RIHD generally occurs with a latent period of 10 to 15 years and is of special concern, especially in younger patients as they survive longer.[1] Our case has begun to present symptom until 22 years later, and RIHD was threatening her life instead of breast cancer itself. RIHD is including coronary artery disease, valvular cardiac dysfunction, cardiomyopathy, aortopathy, and chronic constrictive pericarditis. Radiation-induced pericardial disease is one of the most common manifestations of RIHD and occurs if a significant proportion of heart (>30%) receives a dose of 5000 rad. Fibrosis is a common cause of radiotherapy and leads to fibrous thickening of the pericardium.[2] So mitral orifice flow spectrum by Doppler echocardiography and cardiac pathological findings of this case are consistent with radiation-induced chronic constrictive pericarditis.
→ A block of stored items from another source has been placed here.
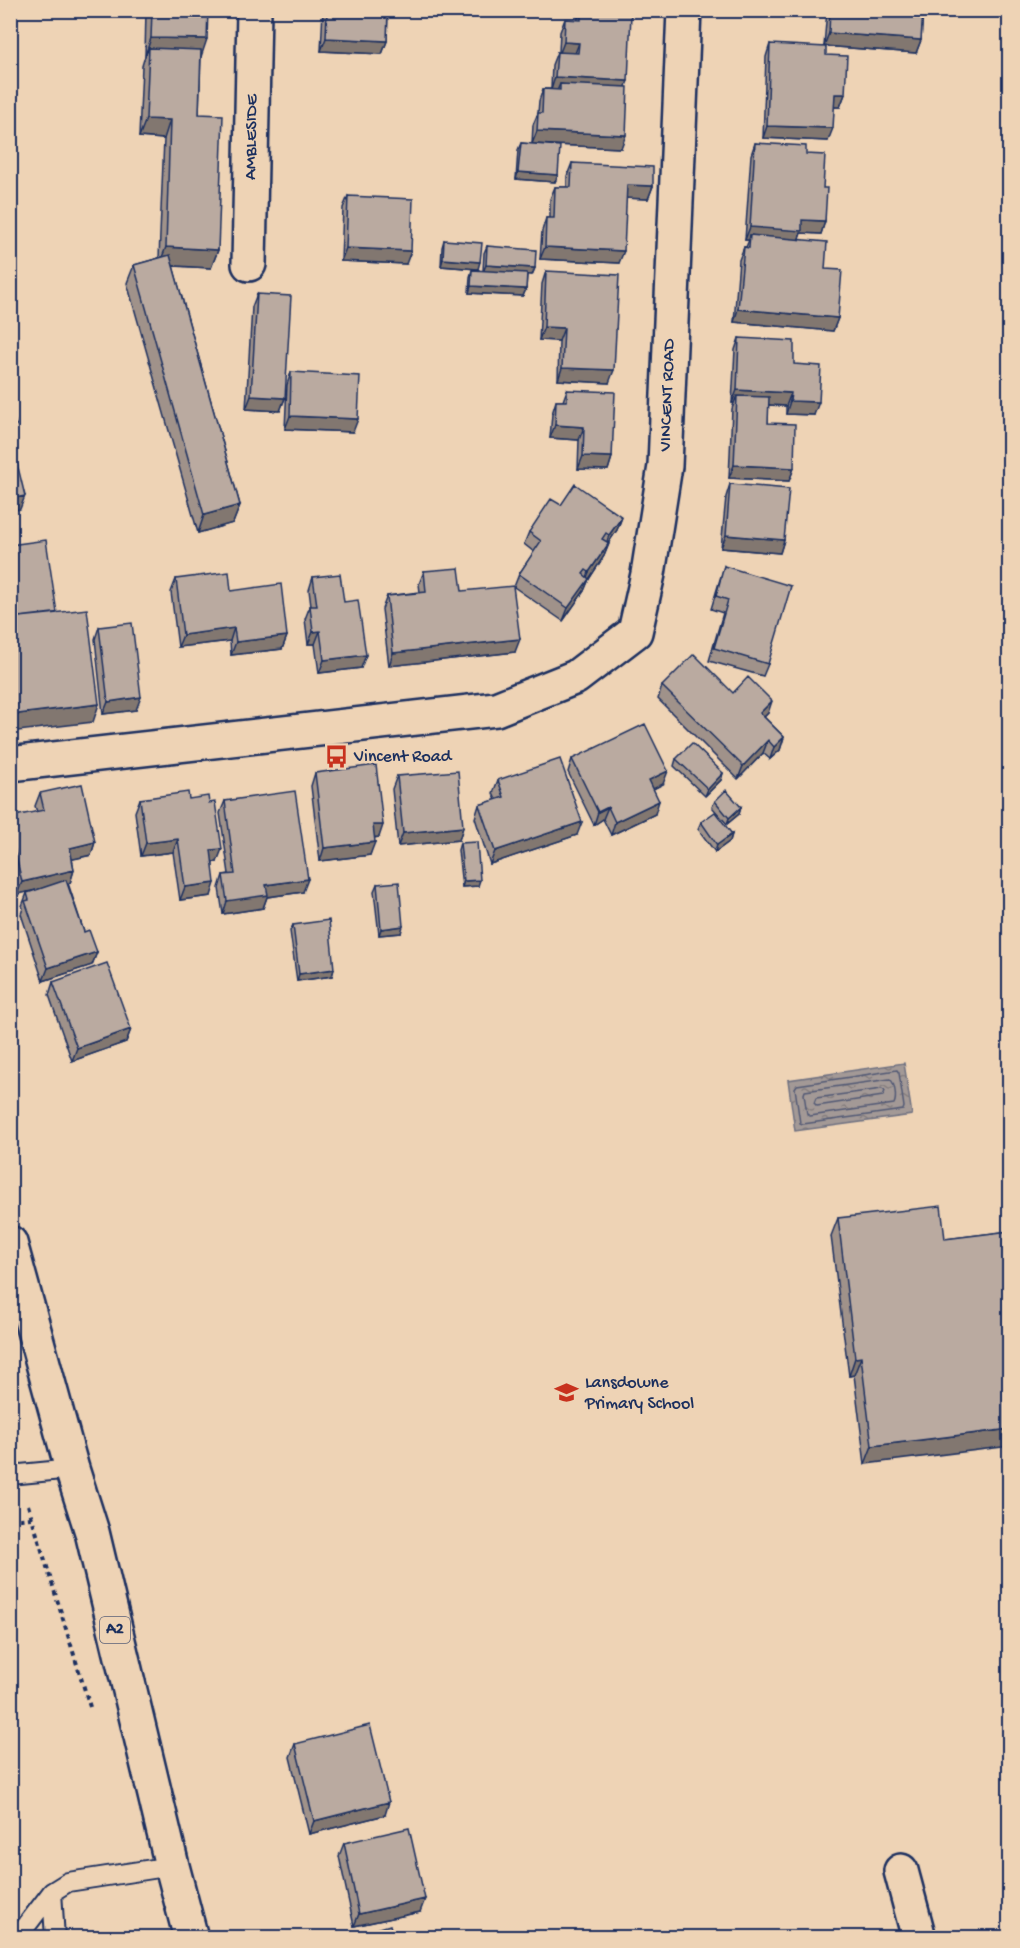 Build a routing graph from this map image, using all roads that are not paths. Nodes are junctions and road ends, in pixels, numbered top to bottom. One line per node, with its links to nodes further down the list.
1 (254, 10): 3 (street, AMBLESIDE)
2 (684, 10): 4 (street, VINCENT ROAD)
3 (249, 264)
4 (10, 764)
5 (10, 1243): 6 (street, A2)
6 (72, 1469): 7 (lane); 8 (street, A2)
7 (14, 1475)
8 (172, 1866): 10 (lane); 13 (street, A2)
9 (901, 1871): 14 (street)
10 (51, 1892): 11 (lane); 12 (lane)
11 (17, 1938)
12 (54, 1938)
13 (191, 1938)
14 (919, 1938)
Radiation-induced cardiomyopathy is due to microvascular injury, which leads to ischemia and myocyte replacement by fibrosis. Although radiation-induced myocardial dysfunction includes limited regional wall-motion abnormalities, lowered LV systolic function, impaired myocardial relaxation, and diastolic dysfunction, the presence of diffuse myocardial fibrosis in radiation-induced myocardial injury is more likely to impair diastolic function.[3] Mitral lateral Em on behalf of diastolic function in our case was 11 cm/s, a little faster than that in restrictive cardiomyopathy (lower than 6–8 cm/s). It may be resulted from dyspnea exacerbated by pleural effusion. In patients with obstructive airways disease or increased respiratory effort, ventricular interaction occurs and Em can be high.[4]
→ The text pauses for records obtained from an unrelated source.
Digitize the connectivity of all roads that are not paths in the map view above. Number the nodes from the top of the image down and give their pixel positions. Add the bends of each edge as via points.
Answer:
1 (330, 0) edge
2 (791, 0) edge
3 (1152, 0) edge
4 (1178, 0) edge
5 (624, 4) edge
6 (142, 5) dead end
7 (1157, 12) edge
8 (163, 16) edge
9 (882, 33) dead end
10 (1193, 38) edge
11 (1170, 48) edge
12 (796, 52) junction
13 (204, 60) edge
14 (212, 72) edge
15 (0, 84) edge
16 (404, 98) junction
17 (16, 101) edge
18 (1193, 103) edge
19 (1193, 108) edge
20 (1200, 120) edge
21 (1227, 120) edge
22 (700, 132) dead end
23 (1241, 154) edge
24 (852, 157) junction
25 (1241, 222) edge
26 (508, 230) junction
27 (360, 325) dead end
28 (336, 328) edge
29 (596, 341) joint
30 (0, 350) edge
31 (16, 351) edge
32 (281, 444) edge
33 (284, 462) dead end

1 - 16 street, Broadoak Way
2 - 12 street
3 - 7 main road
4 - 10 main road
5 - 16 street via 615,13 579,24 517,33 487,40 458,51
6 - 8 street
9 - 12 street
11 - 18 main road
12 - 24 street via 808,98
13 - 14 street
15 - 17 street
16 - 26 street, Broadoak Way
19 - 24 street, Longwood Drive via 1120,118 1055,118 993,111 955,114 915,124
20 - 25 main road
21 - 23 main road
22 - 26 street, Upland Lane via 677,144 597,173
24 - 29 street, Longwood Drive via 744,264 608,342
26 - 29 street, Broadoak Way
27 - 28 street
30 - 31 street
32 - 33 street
As we know, vessel disease, valvular disease, and pericarditis can be treated separately by coronary artery bypass grafting, valve replacement, and pericardiectomy. However, patients with radiation-induced cardiomyopathy represent a difficult treatment dilemma with a paucity of organs for transplantation. A number of these patients have to be confronted with failed medical therapy due to end-stage cardiac disease.[5] Consequently, diagnosis of radiation-induced cardiomyopathy is of great concern, and it is usually obtained either by endomyocardial biopsy or at autopsy with interstitial fibrosis and necrosis in myocardium. LGE-MRI enables visualization of the myocardial scar in patients with ischemic and nonischemic myocardial diseases. Only 1 report that radiation-induced myocardial fibrosis observed by LGE-MRI has been published.[6] In our case, final pathology supported the LGE-MRI finding and diagnosis of radiation-induced cardiomyopathy. Thus, it was of importance to perform LGE-MRI to understand the myocardium damage and confirm the diagnosis of cadiomyopathy due to radiation, which probably taking place of endomyocardial biopsy.

Acknowledgment

Thanks for this patient who consented to publish her case.

Footnotes

Abbreviations: CMR = cardiac magnetic resonance, LGE = late gadolinium–enhancement, NT-proBNP = N-terminal-pro-brain natriuretic peptide, RIHD = radiation-induced heart disease.

The authors have no conflicts of interest to disclose.